Fig. 3: Tumor microenvironment phenotypes across different calcification groups.

a An overview of gene circuits downregulated in tumors with calcifications of high suspicion for malignancy by mRNA abundance. Nodes represent pathways and edges represent shared genes between pathways. b GSEA showing the downregulated interferon-related pathways within tumors with calcifications of high suspicion for malignancy. c, d The association of mammographic calcifications with the TNBC mRNA subtype (c) and immune subtype (d). “ns” denotes a P-value of > 0.05. e Comparison of the sTILs, iTILs, literature-defined immune signatures, and immunotherapy-response signatures across different calcification groups. f Inferred immune cell infiltrates across tumors with different statuses of calcifications.

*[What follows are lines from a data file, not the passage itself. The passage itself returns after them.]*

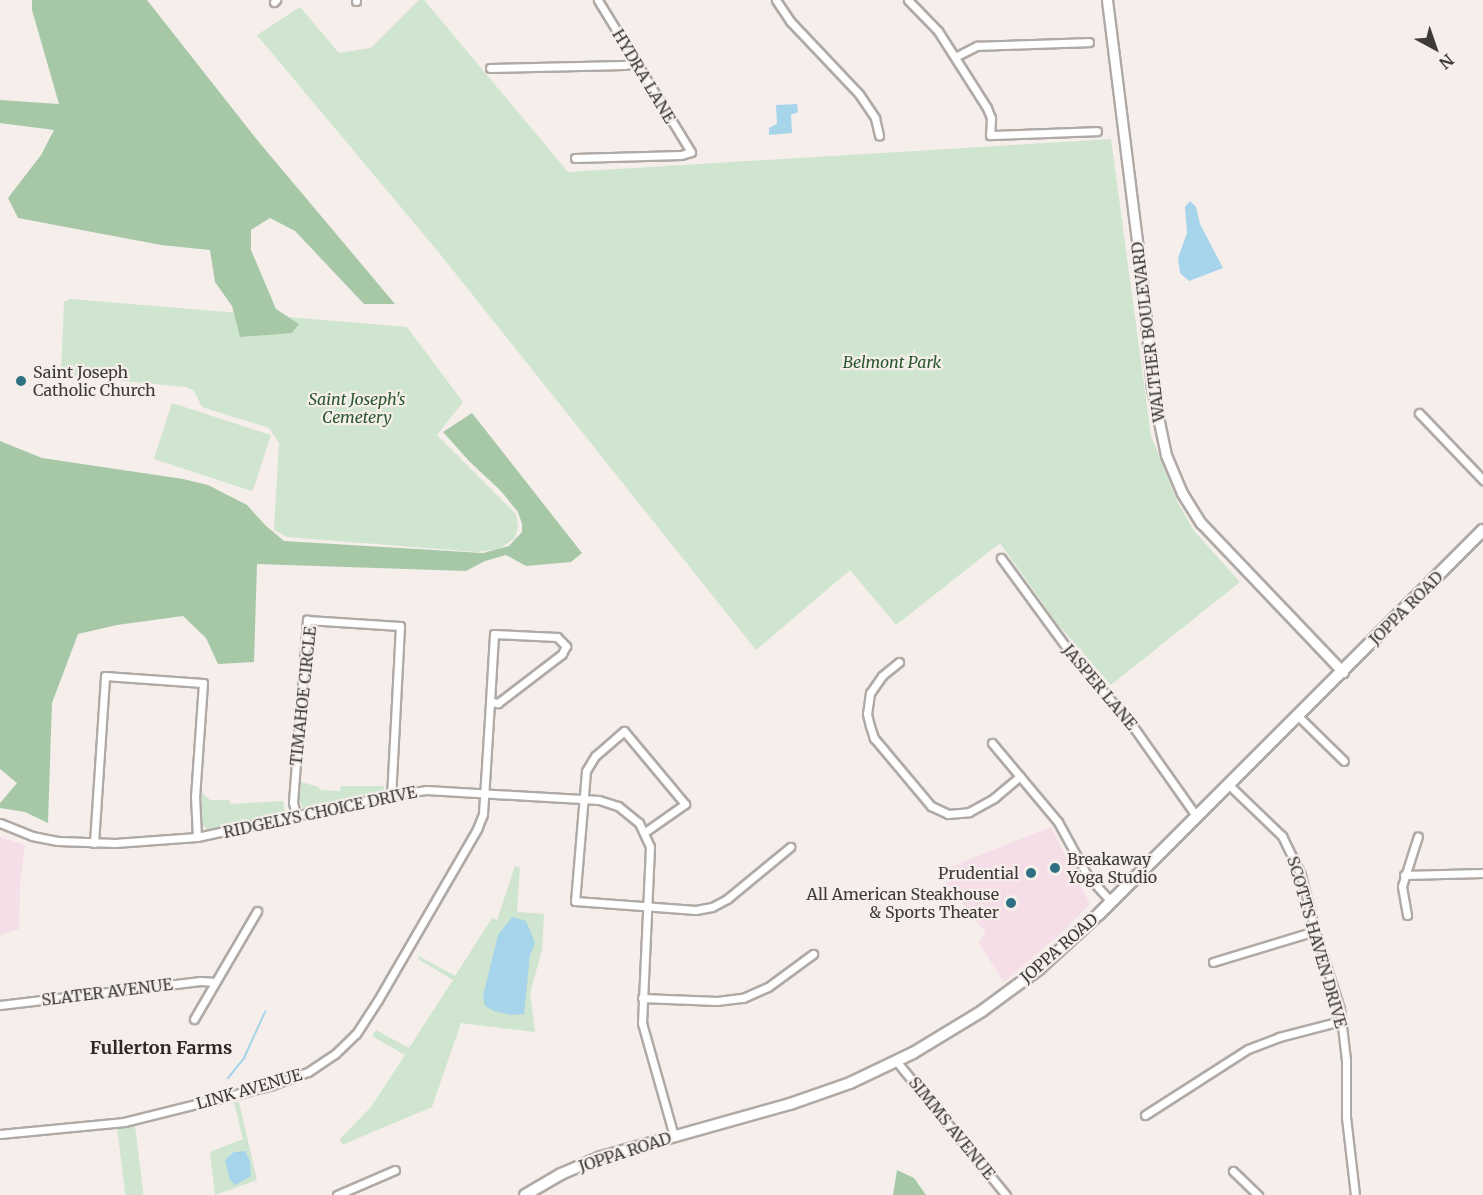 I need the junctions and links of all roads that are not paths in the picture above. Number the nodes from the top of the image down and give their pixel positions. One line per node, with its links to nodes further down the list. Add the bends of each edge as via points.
1 (598, 0): 7 (street, HYDRA LANE)
2 (776, 0): 10 (street, via 790,21 859,94 875,118)
3 (908, 0): 6 (street)
4 (1107, 0): 17 (main road, WALTHER BOULEVARD, via 1152,388 1166,455 1182,493 1201,523)
5 (1089, 42): 6 (street, via 977,46)
6 (955, 57): 9 (street, via 989,112 990,135)
7 (635, 63): 8 (street); 11 (street, HYDRA LANE, via 691,152)
8 (490, 68)
9 (1097, 131)
10 (879, 136)
11 (575, 158)
12 (1419, 413): 13 (street)
13 (1483, 480)
14 (1483, 530): 17 (main road, JOPPA ROAD)
15 (1001, 558): 28 (street, JASPER LANE, via 1075,659 1132,725)
16 (899, 662): 22 (street, via 870,693 867,714 874,738 931,806 948,814 969,812)
17 (1343, 672): 19 (main road, JOPPA ROAD)
18 (490, 702): 18 (street, LINK AVENUE, via 494,634 557,637 564,642 562,654 513,694 498,703); 24 (street, LINK AVENUE)
19 (1298, 716): 21 (street); 23 (main road, JOPPA ROAD)
20 (992, 743): 22 (street)
21 (1344, 761)
22 (1020, 776): 37 (street, via 1058,822 1087,875)
23 (1229, 785): 28 (main road, JOPPA ROAD); 41 (street, SCOTTS HAVEN DRIVE, via 1286,842 1301,875)
24 (484, 794): 25 (street, RIDGELYS CHOICE DRIVE, via 434,790); 26 (street, RIDGELYS CHOICE DRIVE); 51 (street, LINK AVENUE, via 477,829 378,1000 351,1039 322,1064 272,1085 124,1122)
25 (391, 795): 27 (street, RIDGELYS CHOICE DRIVE); 27 (street, TIMAHOE CIRCLE, via 400,626 306,620 293,802)
26 (581, 799): 30 (street, RIDGELYS CHOICE DRIVE, via 609,802 624,809); 30 (street, via 590,762 624,731 685,804); 38 (street, via 575,901)
27 (296, 815): 32 (street, RIDGELYS CHOICE DRIVE)
28 (1197, 817): 37 (main road, JOPPA ROAD)
29 (0, 823): 33 (street, RIDGELYS CHOICE DRIVE, via 44,838)
30 (645, 832): 38 (street, via 650,853)
31 (1418, 836): 36 (street)
32 (197, 837): 33 (street, RIDGELYS CHOICE DRIVE); 33 (street, via 195,796 203,683 105,676)
33 (94, 843)
34 (790, 847): 38 (street, via 712,908)
35 (1483, 873): 36 (street)
36 (1404, 875): 40 (street, via 1402,893)
37 (1111, 902): 49 (main road, JOPPA ROAD, via 1028,978 965,1022)
38 (648, 907): 45 (street)
39 (257, 911): 44 (street)
40 (1407, 915)
41 (1315, 931): 43 (street); 48 (street, SCOTTS HAVEN DRIVE)
42 (813, 954): 45 (street, via 768,987 743,998)
43 (1213, 962)
44 (215, 982): 46 (street, SLATER AVENUE); 47 (street)
45 (642, 998): 52 (street, via 644,1034)
46 (0, 1005)
47 (194, 1019)
48 (1341, 1021): 50 (street, via 1248,1049); 60 (street, SCOTTS HAVEN DRIVE)
49 (897, 1062): 52 (main road, JOPPA ROAD, via 819,1095); 58 (street, SIMMS AVENUE)
50 (1145, 1115)
51 (0, 1134)
52 (674, 1136): 57 (main road, JOPPA ROAD, via 592,1160)
53 (395, 1170): 55 (street)
54 (1233, 1170): 59 (street)
55 (346, 1193): 56 (street)
56 (337, 1195)
57 (525, 1195)
58 (1006, 1195)
59 (1258, 1195)
60 (1355, 1195)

The center lines represent median values; the bounds of the boxplot represent the interquartile ranges; the whiskers show the range of the data. “***” denotes a P-values of < 0.001; “**” denotes a P-value of < 0.01; “*” denotes a P-values of < 0.05; “ns” denotes a P-value of > 0.05. g Comparison of the expression of PDCD1, CD274, CTLA4, and LAG3 across different calcification groups. “ns” denotes a P-value of > 0.05. The center lines represent median values; the bounds of the boxplot represent the interquartile ranges; the whiskers show the range of the data. All P values were obtained based on logistics regression models with the binomial family used for categorical data (c, d) and the gaussian family used for continuous data (e–g).